I used a ceramic dish that was slightly smaller than the 9 x 13 dish I was supposed to use, so my cake was a bit taller, and in retrospect, I should have let it bake a little longer because I think it should have been slightly firmer. Also in retrospect, I should have greased the sides of the dish more --my topping stuck in a few places.
This is me, by-the-by. In my adorable T apron. I apologize for the look on my face, I was talking while this was being taken.
The cast of characters for both the dough and the topping. I need you to imagine an extra egg and some butter here.
I added yeast to milk and warm water and whisked it until it combined and foamed a little. There probably would have been more foam if I had used fresher yeast. At first, I tried to mix this up with the baby spoon seen on the right. That was pretty much an epic fail and so I switched to a more reliable method: a fork.
Then I combined butter, sugar, and salt in my mixer and creamed them together. Notice my awesome paddle with scraper already attached[Emma: it is quite loud though]. My mom got it for Christmas. It’s pretty much awesome (like her).
In went the egg and then I began alternately adding the flour and milk/water/yeast mixture. Then we kept mindlessly beating it for a few minutes until I double-checked the recipe and SK said to switch to a dough hook. We did and the dough did indeed form a ball that pulled away from the sides slightly.
Then we put the dough in the dish and smushed it about until it reached the edges. Next we covered it in plastic wrap and let it sit for the recommended 2.5-3 hours so it could double in size. In the mean time, we made the other recipe[Emma: stay tuned for the other recipe, I should post it in the not too distant future]. Side note: my dough was not rising, which I found most distressing. Turns out, the kitchen was too cold for it to rise properly, so I stuck it in a warm oven and it rose nicely. Important lesson: when a recipe says to sit something in a warm place for it rise, don’t assume your kitchen with all the lights on and a bunch of people in it is necessarily warm enough [Emma: it's still much warmer than my house, which despite our new magical energy star windows still kind of feels like the inside of a fridge].

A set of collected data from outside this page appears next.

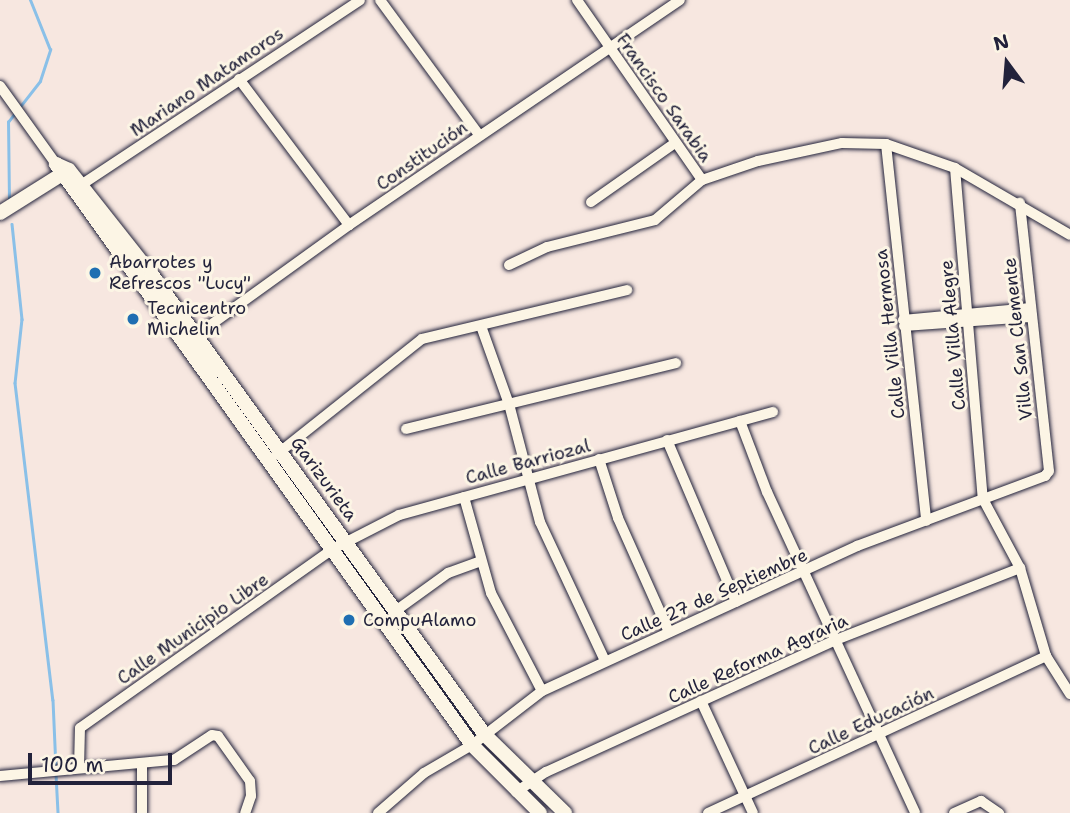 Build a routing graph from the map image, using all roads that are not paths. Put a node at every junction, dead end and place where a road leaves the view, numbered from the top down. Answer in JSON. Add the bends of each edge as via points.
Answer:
{"nodes":[{"id":1,"x":360,"y":0,"type":"edge"},
{"id":2,"x":380,"y":0,"type":"edge"},
{"id":3,"x":577,"y":0,"type":"edge"},
{"id":4,"x":680,"y":0,"type":"edge"},
{"id":5,"x":610,"y":48,"type":"junction"},
{"id":6,"x":239,"y":79,"type":"junction"},
{"id":7,"x":0,"y":86,"type":"edge"},
{"id":8,"x":479,"y":135,"type":"junction"},
{"id":9,"x":675,"y":143,"type":"junction"},
{"id":10,"x":887,"y":144,"type":"junction"},
{"id":11,"x":954,"y":168,"type":"junction"},
{"id":12,"x":62,"y":170,"type":"junction"},
{"id":13,"x":702,"y":180,"type":"junction"},
{"id":14,"x":76,"y":189,"type":"junction"},
{"id":15,"x":591,"y":202,"type":"dead end"},
{"id":16,"x":1020,"y":203,"type":"junction"},
{"id":17,"x":0,"y":213,"type":"edge"},
{"id":18,"x":349,"y":225,"type":"junction"},
{"id":19,"x":1070,"y":235,"type":"edge"},
{"id":20,"x":509,"y":265,"type":"dead end"},
{"id":21,"x":627,"y":290,"type":"dead end"},
{"id":22,"x":1030,"y":312,"type":"junction"},
{"id":23,"x":967,"y":318,"type":"junction"},
{"id":24,"x":904,"y":323,"type":"junction"},
{"id":25,"x":481,"y":326,"type":"junction"},
{"id":26,"x":190,"y":340,"type":"junction"},
{"id":27,"x":676,"y":363,"type":"dead end"},
{"id":28,"x":509,"y":404,"type":"junction"},
{"id":29,"x":773,"y":412,"type":"dead end"},
{"id":30,"x":740,"y":421,"type":"junction"},
{"id":31,"x":406,"y":429,"type":"dead end"},
{"id":32,"x":667,"y":440,"type":"junction"},
{"id":33,"x":275,"y":456,"type":"junction"},
{"id":34,"x":599,"y":459,"type":"junction"},
{"id":35,"x":1049,"y":471,"type":"joint"},
{"id":36,"x":531,"y":478,"type":"junction"},
{"id":37,"x":464,"y":497,"type":"junction"},
{"id":38,"x":983,"y":499,"type":"junction"},
{"id":39,"x":926,"y":521,"type":"junction"},
{"id":40,"x":346,"y":542,"type":"junction"},
{"id":41,"x":331,"y":550,"type":"junction"},
{"id":42,"x":479,"y":562,"type":"junction"},
{"id":43,"x":1020,"y":568,"type":"junction"},
{"id":44,"x":803,"y":573,"type":"junction"},
{"id":45,"x":736,"y":602,"type":"junction"},
{"id":46,"x":394,"y":611,"type":"junction"},
{"id":47,"x":669,"y":632,"type":"junction"},
{"id":48,"x":833,"y":641,"type":"junction"},
{"id":49,"x":1046,"y":656,"type":"junction"},
{"id":50,"x":606,"y":661,"type":"junction"},
{"id":51,"x":542,"y":691,"type":"junction"},
{"id":52,"x":1070,"y":694,"type":"edge"},
{"id":53,"x":701,"y":701,"type":"junction"},
{"id":54,"x":879,"y":734,"type":"junction"},
{"id":55,"x":485,"y":736,"type":"junction"},
{"id":56,"x":472,"y":745,"type":"junction"},
{"id":57,"x":142,"y":766,"type":"junction"},
{"id":58,"x":74,"y":769,"type":"junction"},
{"id":59,"x":0,"y":776,"type":"edge"},
{"id":60,"x":531,"y":781,"type":"junction"},
{"id":61,"x":516,"y":792,"type":"junction"},
{"id":62,"x":745,"y":797,"type":"junction"},
{"id":63,"x":142,"y":813,"type":"edge"},
{"id":64,"x":246,"y":813,"type":"edge"},
{"id":65,"x":378,"y":813,"type":"edge"},
{"id":66,"x":540,"y":813,"type":"edge"},
{"id":67,"x":565,"y":813,"type":"edge"},
{"id":68,"x":708,"y":813,"type":"edge"},
{"id":69,"x":752,"y":813,"type":"edge"},
{"id":70,"x":915,"y":813,"type":"edge"},
{"id":71,"x":954,"y":813,"type":"edge"},
{"id":72,"x":999,"y":813,"type":"edge"}],
"edges":[{"from":1,"to":6,"type":"street","name":"Mariano Matamoros"},
{"from":2,"to":8,"type":"street"},
{"from":3,"to":5,"type":"street","name":"Francisco Sarabia"},
{"from":4,"to":5,"type":"street","name":"Constitución"},
{"from":5,"to":8,"type":"street","name":"Constitución"},
{"from":5,"to":9,"type":"street","name":"Francisco Sarabia"},
{"from":6,"to":14,"type":"street","name":"Mariano Matamoros"},
{"from":6,"to":18,"type":"street"},
{"from":7,"to":12,"type":"street","name":"Garizurieta"},
{"from":8,"to":18,"type":"street","name":"Constitución"},
{"from":9,"to":13,"type":"street","name":"Francisco Sarabia"},
{"from":9,"to":15,"type":"street"},
{"from":10,"to":11,"type":"street"},
{"from":10,"to":13,"type":"street","via":[[842,143],[758,161]]},
{"from":10,"to":24,"type":"street","name":"Calle Villa Hermosa"},
{"from":11,"to":16,"type":"street"},
{"from":11,"to":23,"type":"street","name":"Calle Villa Alegre"},
{"from":12,"to":14,"type":"main road","name":"Garizurieta"},
{"from":12,"to":17,"type":"main road"},
{"from":13,"to":20,"type":"street","via":[[654,220],[547,247]]},
{"from":14,"to":26,"type":"main road","name":"Garizurieta"},
{"from":16,"to":19,"type":"street"},
{"from":16,"to":22,"type":"street","name":"Villa San Clemente"},
{"from":18,"to":26,"type":"street","name":"Constitución"},
{"from":21,"to":25,"type":"street"},
{"from":22,"to":23,"type":"street"},
{"from":22,"to":35,"type":"street","name":"Villa San Clemente"},
{"from":23,"to":24,"type":"street"},
{"from":23,"to":38,"type":"street","name":"Calle Villa Alegre"},
{"from":24,"to":39,"type":"street","name":"Calle Villa Hermosa"},
{"from":25,"to":28,"type":"street"},
{"from":25,"to":33,"type":"street","via":[[412,345]]},
{"from":26,"to":33,"type":"main road","name":"Garizurieta"},
{"from":27,"to":28,"type":"street"},
{"from":28,"to":31,"type":"street"},
{"from":28,"to":36,"type":"street"},
{"from":29,"to":30,"type":"street","name":"Calle Barriozal"},
{"from":30,"to":32,"type":"street","name":"Calle Barriozal"},
{"from":30,"to":44,"type":"street"},
{"from":32,"to":34,"type":"street","name":"Calle Barriozal"},
{"from":32,"to":45,"type":"street"},
{"from":33,"to":40,"type":"main road","name":"Garizurieta"},
{"from":33,"to":41,"type":"main road","name":"Garizurieta"},
{"from":34,"to":36,"type":"street","name":"Calle Barriozal"},
{"from":34,"to":47,"type":"street","via":[[618,518]]},
{"from":35,"to":38,"type":"street","name":"Calle 27 de Septiembre"},
{"from":36,"to":37,"type":"street","name":"Calle Barriozal"},
{"from":36,"to":50,"type":"street","via":[[540,522]]},
{"from":37,"to":40,"type":"street","name":"Calle Barriozal","via":[[399,515]]},
{"from":37,"to":42,"type":"street"},
{"from":38,"to":39,"type":"street","name":"Calle 27 de Septiembre"},
{"from":38,"to":43,"type":"street"},
{"from":39,"to":44,"type":"street","name":"Calle 27 de Septiembre","via":[[857,546]]},
{"from":40,"to":41,"type":"street","name":"Calle Barriozal"},
{"from":40,"to":46,"type":"main road","name":"Garizurieta"},
{"from":41,"to":56,"type":"main road","name":"Garizurieta"},
{"from":41,"to":58,"type":"street","name":"Calle Municipio Libre","via":[[80,728]]},
{"from":42,"to":46,"type":"street","via":[[447,572]]},
{"from":42,"to":51,"type":"street"},
{"from":43,"to":48,"type":"street","name":"Calle Reforma Agraria"},
{"from":43,"to":49,"type":"street"},
{"from":44,"to":45,"type":"street","name":"Calle 27 de Septiembre"},
{"from":44,"to":48,"type":"street"},
{"from":45,"to":47,"type":"street","name":"Calle 27 de Septiembre"},
{"from":46,"to":55,"type":"main road","name":"Garizurieta"},
{"from":47,"to":50,"type":"street","name":"Calle 27 de Septiembre"},
{"from":48,"to":53,"type":"street","name":"Calle Reforma Agraria"},
{"from":48,"to":54,"type":"street"},
{"from":49,"to":52,"type":"street"},
{"from":49,"to":54,"type":"street","name":"Calle Educación"},
{"from":50,"to":51,"type":"street","name":"Calle 27 de Septiembre"},
{"from":51,"to":55,"type":"street","name":"Calle 27 de Septiembre"},
{"from":53,"to":60,"type":"street","name":"Calle Reforma Agraria"},
{"from":53,"to":62,"type":"street"},
{"from":54,"to":62,"type":"street","name":"Calle Educación"},
{"from":54,"to":70,"type":"street"},
{"from":55,"to":56,"type":"street","name":"Calle 27 de Septiembre"},
{"from":55,"to":60,"type":"main road","name":"Garizurieta"},
{"from":56,"to":61,"type":"main road","name":"Garizurieta"},
{"from":56,"to":65,"type":"street","name":"Calle 27 de Septiembre","via":[[424,773]]},
{"from":57,"to":58,"type":"street"},
{"from":57,"to":63,"type":"street"},
{"from":57,"to":64,"type":"street","via":[[174,760],[212,735],[218,736],[250,781]]},
{"from":58,"to":59,"type":"street"},
{"from":60,"to":61,"type":"street","name":"Calle Reforma Agraria"},
{"from":60,"to":67,"type":"main road","name":"Garizurieta"},
{"from":61,"to":66,"type":"main road","name":"Garizurieta"},
{"from":62,"to":68,"type":"street","name":"Calle Educación"},
{"from":62,"to":69,"type":"street"},
{"from":71,"to":72,"type":"street","via":[[981,801]]}]}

While I was preheating the oven, I made the topping. I mixed corn syrup, water, and vanilla together in a bowl. Why yes, that is a stackable bowl from Ikea in a festive red shade. Also, notice my adorable tiny whisk. I love this whisk a lot. And I love being able to legitimately use it without being inconvenienced by its tiny size. It was perfect for this job.
Then I creamed more butter, sugar, and salt together until light and fluffy. There was also an addition of an egg, that once again you don’t get to witness. It’s a violent act. I added the corn syrup/vanilla/water mix and the flour. By this time, Emma and her camera had tragically abandoned me to go home [Emma: I am super fabulous and crazy busy, duh], so I started taking the photos myself using my dad’s camera. (Thanks Daddy!)
This is the cake after it rose but before I figured out how to turn the flash on manually. Honestly, I didn’t figure it out and had to turn off the lights in the kitchen to get a balanced shot.
Anyway, you dollop the topping on (and it bothered me that my dollops weren’t symmetrical, they kept sinking towards the center) And then you spread the topping out evenly over the cake using an offset spatula. Maybe you should grease this a little too, because when it touched the cake dough, it would stick a bit and the grease would make it glide smoother.